Soweit wir zurückdenken, gab es Kriege zwischen den Menschen. Soweit wir in die Zukunft blicken, wird es Kriege geben. Weder Leid noch Vernunft können daran etwas ändern. Das einzige Mittel, das hilft, ist Gewalt. Überlegene, todbringende Gewalt.
Die Sonne hing dicht über der Hügelkette, jede noch so geringfügige Erhebung warf einen langen Schattenstrich über die Sandwüste von Chorassan. Es war vollkommen windstill, die Stimmen vom Verhandlungsplatz drangen bis an das Leinenzelt, vor dem Kai in einem einfachen Feldstuhl saß. Sein Blick verlor sich dort, wo der Himmel die Erde berührte – er hörte die Worte der beiden Oberbefehlshaber, aber er verstand sie nicht. Eine große Müdigkeit lag über seinen Zügen wie eine Schicht Staub.
Das Widerspiel von Gelb und Blau über dem Horizont wechselte zu satteren Tönen. Matt stieg ein plastischer silberner Mond am wolkenlosen Himmel empor.
Mit einem Ruck schob Kai seinen Stuhl zurück und ging ohne Eile hinüber zu den verhandelnden Gegnern. Er wartete eine Gesprächspause ab, dann fragte er: »Haben Sie sich geeinigt, meine Herren?«
»... Haltung der Gegenseite machte dies leider unmöglich«, rief der kleine bewegliche Mann in der Khakiuniform, dem man es nicht angesehen hätte, daß er der Herr über Millionen von Menschen war.
»Es liegt nicht an uns«, entgegnete der ordengeschmückte Wortführer der anderen Hemisphäre mit unbewegtem Gesicht, »doch unser Sicherheitssystem erfordert...«
Mit einer Handbewegung beendete Kai die Erklärung. »... wissen, was der Erde droht, wenn Sie sich heute nicht einigen. Ich bedaure es zutiefst, aber es bleibt mir keine andere Wahl – ich werde die Einigung mit Gewalt erzwingen. Ich gebe Ihnen vierundzwanzig Stunden Zeit, damit Sie Ihre Rüstungszentren räumen können.« Er rückte den Ärmel zurück und warf einen Blick auf seine Armbanduhr. »Merken Sie sich die Zeit, meine Herren!«
Flüchtig neigte er den Kopf zum Gruß und drehte sich um.
»Halt!« rief eine Stimme hinter ihm. »... beweist uns, daß Sie überhaupt imstande sind, Ihre Drohung auszuführen!«
Erregte Stimmen klangen auf. »Bluff!« erscholl es. »Nehmt ihn fest!«
Kai verhielt seinen Schritt und wandte sich wieder der Menschengruppe zu, die sich plötzlich einig gegen den war, der ihre sinnwidrigen Kriegspläne durchkreuzen wollte.

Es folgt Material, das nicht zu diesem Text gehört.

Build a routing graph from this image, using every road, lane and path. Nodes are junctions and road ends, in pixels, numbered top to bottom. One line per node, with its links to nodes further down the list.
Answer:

»... für einen Beweis verlangen Sie?« fragte Kai.
»Vernichten Sie einen der Hügel dort!« forderte einer der Offiziere.
»... die Siedlungen, die dort liegen?« fragte Kai. »... Herden an den Hängen? Die Menschen, denen diese Hügel Heimat sind?« Sein Blick wanderte von den Uniformierten in die Umgebung, über die Hubschrauber, die seltsam plump hinter dem Verhandlungsplatz standen, über die Sandtäler und Dünen, über die Berge in der dämmrigen Ferne. Schließlich fing er sich an der vollen Kugel des Mondes.

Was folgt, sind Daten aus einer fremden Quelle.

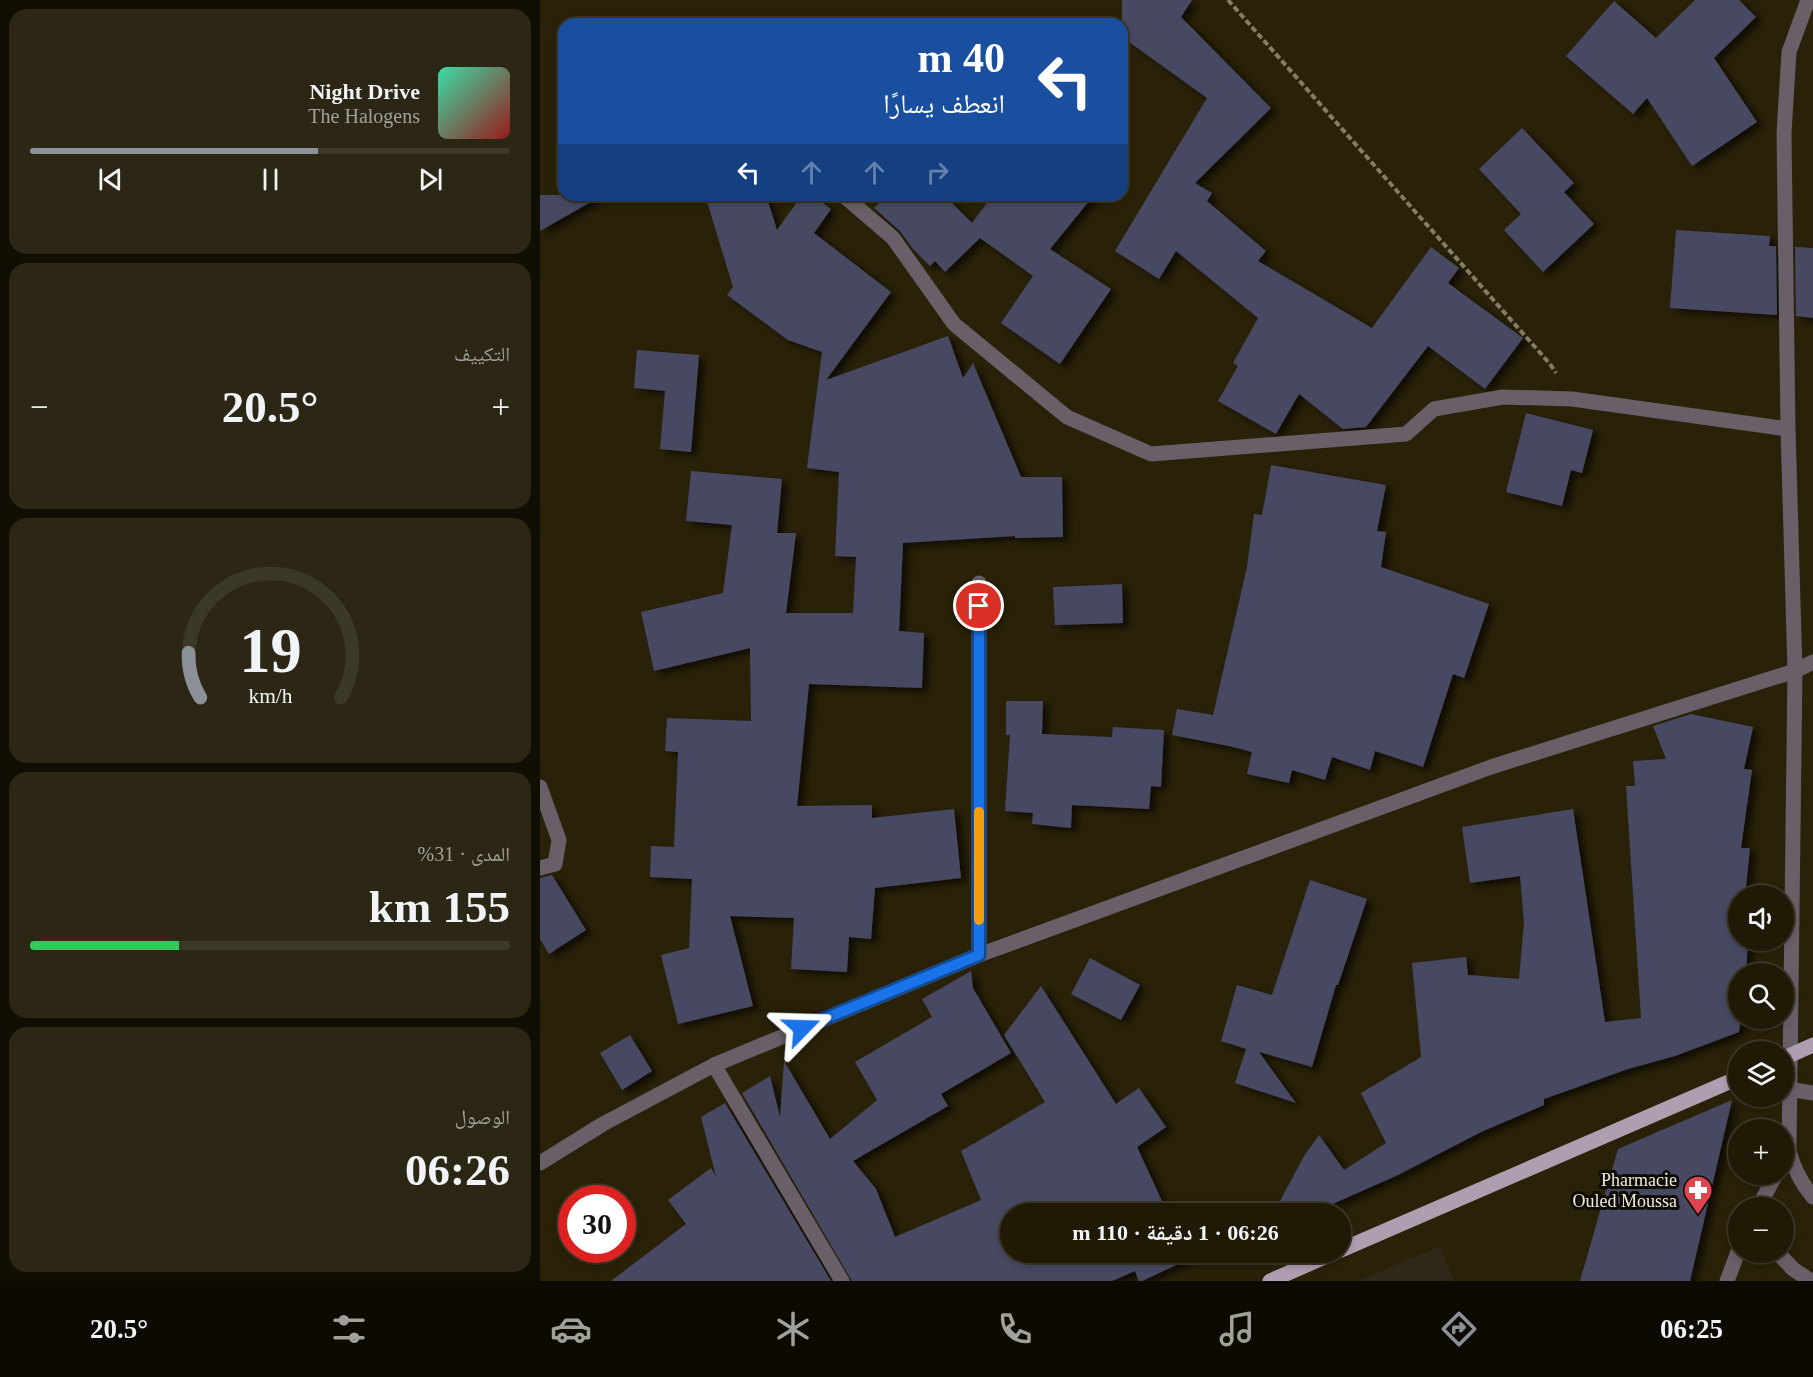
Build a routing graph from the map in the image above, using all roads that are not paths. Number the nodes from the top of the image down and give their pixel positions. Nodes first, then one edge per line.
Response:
1 (1808, 0) edge
2 (850, 201) edge
3 (1788, 429) junction
4 (979, 583) dead end
5 (1813, 662) edge
6 (1795, 671) junction
7 (540, 787) edge
8 (540, 868) edge
9 (979, 955) junction
10 (1786, 1041) edge
11 (1813, 1045) edge
12 (1794, 1053) edge
13 (714, 1065) junction
14 (1728, 1082) edge
15 (1794, 1090) edge
16 (1813, 1093) edge
17 (540, 1163) edge
18 (1794, 1168) edge
19 (1813, 1197) edge
20 (1351, 1246) edge
21 (1311, 1263) edge
22 (1734, 1263) edge
23 (1787, 1263) edge
24 (842, 1281) edge
25 (1270, 1281) edge
26 (1727, 1281) edge
27 (1811, 1281) edge

1 - 3 street
2 - 3 street
3 - 6 street
4 - 9 street
5 - 6 street
6 - 9 street
6 - 10 street
7 - 8 street
9 - 13 street
11 - 12 main road
13 - 17 street
13 - 24 street
14 - 20 main road
15 - 16 street
18 - 19 street
21 - 25 main road
22 - 26 street
23 - 27 street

Sie sollen ihren Beweis haben, dachte er. Einen Augenblick zögerte er noch. Dann zog er ein graues Kästchen aus der Innentasche seiner Jacke und klappte einen Deckel hoch. Einige Griffe... ein metallisches Schnappen... ein fahler Schein fiel über die bewegungslos Harrenden. Er kam vom Mond, der plötzlich den doppelten Durchmesser zu haben schien. Eine leise Erschütterung lief über den Boden. In diesem Moment wirbelte Sand auf, wie von unsichtbaren Händen emporgeschleudert, ein dumpfes Dröhnen lag in der Luft. Dann war es wieder still. Nur das leise Klingen der abertausend Sandkörner war zu hören, die allmählich wieder zu Boden sanken.
Endlich war die Luft wieder rein, die Sicht wieder frei. Alles war wie früher. Nur – der Mond war vom Himmel verschwunden.